If I could Teach One Thing About Writing…

… this is what it would be. I don’t know how I can really teach this, or rather, impart it. I do not know even if I have grasped this myself really.

“Wouldn’t it be better for you to discover a meaning in what you write than to impose one? Nothing you write will lack meaning because the meaning is in you.” – Flannery O’Connor

source: theatalantic.com
source: theatalantic.com

I had a conversation the other day with someone asking my opinion about Ayn Rand. Suppressing an (involuntary) shudder, I replied that if you’re vocation is propaganda, go into advertising, not novel-writing.

But Ms. Rand is just an extreme example of what most bad writers do. They come at a work with an “idea” they wish to impart– a “meaning”– or, much worse, a “moral“. You see this especially in bad fiction, but also in bad essay writing where the essay is supposed to be concerned with drawing out the meaning of a poem or work, and instead imposes a meaning upon it like a straightjacket.

You hear it in the worst English classes: “water means baptism, renewal. the sun means energy, new life. green always means X, and red Y, and this that, and blah blah blah….”

I want to tell my students: life just isn’t like that. Stop trying to impose your own patterns on it and let the God of all patterns show you His strange and forever-suprising designs. They might not be what you think. And if He doesn’t show them to you, so be it. It is okay. You don’t have to know.

It’s better to say, “I don’t know” than to pretend like you do.

Even in essay writing. Even in English class.

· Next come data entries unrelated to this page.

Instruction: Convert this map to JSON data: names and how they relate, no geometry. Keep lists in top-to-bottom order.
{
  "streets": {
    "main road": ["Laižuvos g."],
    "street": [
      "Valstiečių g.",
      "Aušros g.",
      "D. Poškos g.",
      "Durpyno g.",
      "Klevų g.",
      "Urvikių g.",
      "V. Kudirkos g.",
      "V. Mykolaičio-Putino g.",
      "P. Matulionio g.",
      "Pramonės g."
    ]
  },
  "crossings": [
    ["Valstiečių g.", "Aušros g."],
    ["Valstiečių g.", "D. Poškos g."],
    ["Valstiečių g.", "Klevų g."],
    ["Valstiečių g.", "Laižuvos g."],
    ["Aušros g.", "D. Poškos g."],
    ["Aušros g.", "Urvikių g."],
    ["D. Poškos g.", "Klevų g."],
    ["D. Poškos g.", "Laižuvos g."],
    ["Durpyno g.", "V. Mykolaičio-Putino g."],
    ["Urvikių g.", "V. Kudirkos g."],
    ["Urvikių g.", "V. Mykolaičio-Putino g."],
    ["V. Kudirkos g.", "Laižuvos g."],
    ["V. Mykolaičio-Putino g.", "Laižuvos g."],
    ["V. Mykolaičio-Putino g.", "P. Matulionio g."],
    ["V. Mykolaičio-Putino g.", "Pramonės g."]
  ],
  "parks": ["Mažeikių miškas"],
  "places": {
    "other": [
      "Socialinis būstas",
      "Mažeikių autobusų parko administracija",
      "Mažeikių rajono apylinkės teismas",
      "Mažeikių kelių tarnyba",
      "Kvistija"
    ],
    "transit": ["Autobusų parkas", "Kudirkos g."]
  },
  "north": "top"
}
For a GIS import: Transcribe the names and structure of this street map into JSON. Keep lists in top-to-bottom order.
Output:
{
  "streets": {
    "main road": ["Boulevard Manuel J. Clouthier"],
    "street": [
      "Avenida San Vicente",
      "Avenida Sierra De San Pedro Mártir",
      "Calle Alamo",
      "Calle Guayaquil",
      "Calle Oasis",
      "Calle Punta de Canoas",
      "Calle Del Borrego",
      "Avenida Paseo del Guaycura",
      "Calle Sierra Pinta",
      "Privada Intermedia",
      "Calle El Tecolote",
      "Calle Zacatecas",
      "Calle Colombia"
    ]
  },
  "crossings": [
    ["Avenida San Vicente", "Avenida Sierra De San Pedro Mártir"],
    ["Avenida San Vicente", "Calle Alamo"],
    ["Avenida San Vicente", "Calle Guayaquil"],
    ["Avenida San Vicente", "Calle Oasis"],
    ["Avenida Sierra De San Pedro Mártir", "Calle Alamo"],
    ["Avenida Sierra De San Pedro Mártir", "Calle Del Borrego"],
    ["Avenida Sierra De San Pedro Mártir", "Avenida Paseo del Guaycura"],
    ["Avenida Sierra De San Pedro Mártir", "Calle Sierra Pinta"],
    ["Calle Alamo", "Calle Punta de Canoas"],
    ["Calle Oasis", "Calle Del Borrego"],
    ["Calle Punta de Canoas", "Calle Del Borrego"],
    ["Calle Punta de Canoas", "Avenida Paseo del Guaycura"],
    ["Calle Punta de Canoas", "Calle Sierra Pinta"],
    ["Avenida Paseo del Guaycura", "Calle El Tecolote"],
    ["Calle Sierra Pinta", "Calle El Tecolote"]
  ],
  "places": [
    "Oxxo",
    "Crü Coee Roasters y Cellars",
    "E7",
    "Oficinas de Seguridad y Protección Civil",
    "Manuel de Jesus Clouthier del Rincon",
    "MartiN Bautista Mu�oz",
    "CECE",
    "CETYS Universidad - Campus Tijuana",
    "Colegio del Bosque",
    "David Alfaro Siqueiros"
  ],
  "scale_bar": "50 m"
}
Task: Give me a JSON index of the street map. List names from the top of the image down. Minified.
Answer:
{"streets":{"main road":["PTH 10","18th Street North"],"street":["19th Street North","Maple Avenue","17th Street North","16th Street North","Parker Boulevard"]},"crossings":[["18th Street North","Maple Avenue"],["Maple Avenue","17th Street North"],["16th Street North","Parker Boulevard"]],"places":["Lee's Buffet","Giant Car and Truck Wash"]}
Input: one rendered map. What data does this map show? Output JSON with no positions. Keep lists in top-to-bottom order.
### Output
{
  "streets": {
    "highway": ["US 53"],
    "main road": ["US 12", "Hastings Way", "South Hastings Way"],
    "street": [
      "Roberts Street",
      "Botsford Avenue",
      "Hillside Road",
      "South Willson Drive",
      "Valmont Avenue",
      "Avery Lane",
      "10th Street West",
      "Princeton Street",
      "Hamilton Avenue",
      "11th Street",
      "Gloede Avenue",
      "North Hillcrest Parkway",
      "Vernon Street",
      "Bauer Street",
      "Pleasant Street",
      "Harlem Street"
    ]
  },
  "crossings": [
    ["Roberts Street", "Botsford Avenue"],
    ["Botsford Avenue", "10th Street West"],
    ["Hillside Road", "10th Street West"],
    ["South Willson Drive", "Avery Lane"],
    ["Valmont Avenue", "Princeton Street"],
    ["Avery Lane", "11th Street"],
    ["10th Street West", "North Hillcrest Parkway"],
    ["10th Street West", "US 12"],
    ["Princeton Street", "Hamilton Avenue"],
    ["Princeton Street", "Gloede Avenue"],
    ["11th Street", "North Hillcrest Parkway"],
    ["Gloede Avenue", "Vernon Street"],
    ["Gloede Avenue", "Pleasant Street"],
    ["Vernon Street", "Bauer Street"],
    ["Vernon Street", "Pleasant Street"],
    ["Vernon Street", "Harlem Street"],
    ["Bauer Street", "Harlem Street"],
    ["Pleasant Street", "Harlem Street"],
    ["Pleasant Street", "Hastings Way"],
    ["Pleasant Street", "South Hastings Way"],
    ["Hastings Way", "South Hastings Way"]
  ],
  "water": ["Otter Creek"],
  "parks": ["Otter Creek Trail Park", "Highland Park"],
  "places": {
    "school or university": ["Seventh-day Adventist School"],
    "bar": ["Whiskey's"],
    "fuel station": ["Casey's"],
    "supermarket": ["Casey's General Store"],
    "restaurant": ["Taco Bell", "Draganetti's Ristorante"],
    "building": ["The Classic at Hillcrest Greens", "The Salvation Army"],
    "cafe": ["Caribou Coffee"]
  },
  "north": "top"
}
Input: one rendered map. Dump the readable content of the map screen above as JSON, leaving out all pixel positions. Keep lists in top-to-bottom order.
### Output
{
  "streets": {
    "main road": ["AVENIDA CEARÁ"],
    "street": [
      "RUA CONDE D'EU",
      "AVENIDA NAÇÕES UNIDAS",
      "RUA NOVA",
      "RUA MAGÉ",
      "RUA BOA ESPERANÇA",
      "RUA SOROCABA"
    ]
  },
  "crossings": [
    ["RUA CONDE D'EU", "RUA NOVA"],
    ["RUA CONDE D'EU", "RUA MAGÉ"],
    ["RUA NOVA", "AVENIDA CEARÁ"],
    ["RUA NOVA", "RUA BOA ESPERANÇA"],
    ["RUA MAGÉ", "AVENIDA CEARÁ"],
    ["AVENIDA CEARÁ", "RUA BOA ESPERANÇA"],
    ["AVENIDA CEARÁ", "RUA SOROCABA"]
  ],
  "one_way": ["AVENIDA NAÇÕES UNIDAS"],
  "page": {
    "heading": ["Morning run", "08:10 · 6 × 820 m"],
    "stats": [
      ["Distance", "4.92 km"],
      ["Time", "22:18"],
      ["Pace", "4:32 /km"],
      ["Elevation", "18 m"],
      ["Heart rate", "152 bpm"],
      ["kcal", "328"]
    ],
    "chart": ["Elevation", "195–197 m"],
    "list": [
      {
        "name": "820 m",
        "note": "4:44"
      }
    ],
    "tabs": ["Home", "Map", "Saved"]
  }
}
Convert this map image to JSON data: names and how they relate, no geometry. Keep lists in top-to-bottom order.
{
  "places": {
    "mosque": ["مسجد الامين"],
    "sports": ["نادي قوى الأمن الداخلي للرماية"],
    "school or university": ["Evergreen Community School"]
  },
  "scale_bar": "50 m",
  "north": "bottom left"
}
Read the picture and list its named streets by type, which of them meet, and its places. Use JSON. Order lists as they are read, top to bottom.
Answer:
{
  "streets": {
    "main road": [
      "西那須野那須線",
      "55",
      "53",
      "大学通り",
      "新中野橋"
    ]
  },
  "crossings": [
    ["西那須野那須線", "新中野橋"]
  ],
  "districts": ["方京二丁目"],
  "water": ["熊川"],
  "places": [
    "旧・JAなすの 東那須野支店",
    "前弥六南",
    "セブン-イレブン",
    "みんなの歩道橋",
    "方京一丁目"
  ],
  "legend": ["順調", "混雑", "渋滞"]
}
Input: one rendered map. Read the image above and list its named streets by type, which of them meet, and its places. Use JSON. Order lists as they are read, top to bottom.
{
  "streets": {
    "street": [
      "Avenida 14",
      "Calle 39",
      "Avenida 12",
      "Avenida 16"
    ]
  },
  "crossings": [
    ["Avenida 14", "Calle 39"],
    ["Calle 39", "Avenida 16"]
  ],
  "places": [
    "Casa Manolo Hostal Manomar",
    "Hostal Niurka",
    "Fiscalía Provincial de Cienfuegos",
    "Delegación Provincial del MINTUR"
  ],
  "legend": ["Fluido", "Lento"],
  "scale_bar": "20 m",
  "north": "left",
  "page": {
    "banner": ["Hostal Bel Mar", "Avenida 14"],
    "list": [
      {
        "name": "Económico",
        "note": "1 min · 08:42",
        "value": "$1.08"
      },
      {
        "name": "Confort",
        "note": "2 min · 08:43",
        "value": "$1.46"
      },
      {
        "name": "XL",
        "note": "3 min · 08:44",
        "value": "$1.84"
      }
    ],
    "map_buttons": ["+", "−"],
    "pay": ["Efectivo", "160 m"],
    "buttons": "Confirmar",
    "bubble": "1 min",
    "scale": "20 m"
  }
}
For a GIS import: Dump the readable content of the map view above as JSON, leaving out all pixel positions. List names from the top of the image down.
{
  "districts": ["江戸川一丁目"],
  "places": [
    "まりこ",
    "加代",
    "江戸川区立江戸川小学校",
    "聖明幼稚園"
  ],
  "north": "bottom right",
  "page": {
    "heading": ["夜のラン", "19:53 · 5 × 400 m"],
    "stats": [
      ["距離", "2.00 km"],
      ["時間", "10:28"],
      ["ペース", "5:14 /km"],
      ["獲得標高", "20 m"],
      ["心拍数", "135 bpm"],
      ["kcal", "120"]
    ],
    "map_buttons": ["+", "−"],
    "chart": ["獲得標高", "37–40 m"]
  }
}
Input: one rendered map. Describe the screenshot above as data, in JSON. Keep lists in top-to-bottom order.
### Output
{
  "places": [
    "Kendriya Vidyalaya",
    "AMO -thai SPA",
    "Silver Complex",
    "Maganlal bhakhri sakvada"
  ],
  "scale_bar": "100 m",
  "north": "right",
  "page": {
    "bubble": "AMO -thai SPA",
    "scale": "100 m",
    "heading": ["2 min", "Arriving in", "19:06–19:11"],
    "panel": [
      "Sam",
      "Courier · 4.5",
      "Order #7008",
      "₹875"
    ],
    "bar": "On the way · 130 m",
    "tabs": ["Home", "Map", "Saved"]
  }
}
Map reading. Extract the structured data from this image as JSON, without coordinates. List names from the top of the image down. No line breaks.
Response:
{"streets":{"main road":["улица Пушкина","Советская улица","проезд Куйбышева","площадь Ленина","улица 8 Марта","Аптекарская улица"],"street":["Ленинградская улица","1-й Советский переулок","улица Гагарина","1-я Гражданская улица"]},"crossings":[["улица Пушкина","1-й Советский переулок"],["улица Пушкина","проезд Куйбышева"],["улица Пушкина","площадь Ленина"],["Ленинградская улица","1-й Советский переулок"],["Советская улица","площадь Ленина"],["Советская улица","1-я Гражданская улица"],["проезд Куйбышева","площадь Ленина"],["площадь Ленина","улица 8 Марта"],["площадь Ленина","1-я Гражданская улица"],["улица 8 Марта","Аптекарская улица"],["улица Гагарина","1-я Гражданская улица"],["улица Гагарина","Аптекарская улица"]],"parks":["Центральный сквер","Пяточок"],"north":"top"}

Some of my favorite essays I have ever read express an honest uncertainty– not a cop-out-I’m-too-lazy-to-think-about-anything– but rather a truthful and painful acknowledgement of inadequacy before the truth: “It seems like Dickinson could be saying … although it is possible that she … and ultimately this ambiguity shows the reader that …”

Flannery got it right when it comes to fiction. As much as she was (and is) an opinionated and ornery Southern lady, she was also a humble Christian and knew when to shut her own mouth and let the mystery speak for itself–whatever it meant to say.

The hard thing is literature is like life–and tells us about life. Life, too, is far beyond our silly pattern-making. I know several people (including myself) who love to “discover” patterns in their lives and thus ascribe different meanings and morals and oh now I get its, but these are just silly.

How do I tell you that writing reveals the secret?

It is better–far better– to discover a meaning in your writing, in your reading, in your life than to impose one.

And, as Flannery says, don’t be afraid. Nothing you write–or live– will lack meaning, because the meaning is in you.

There is the Holy Spirit, who “breathes in us sighs too deep for words” (Romans 8:26).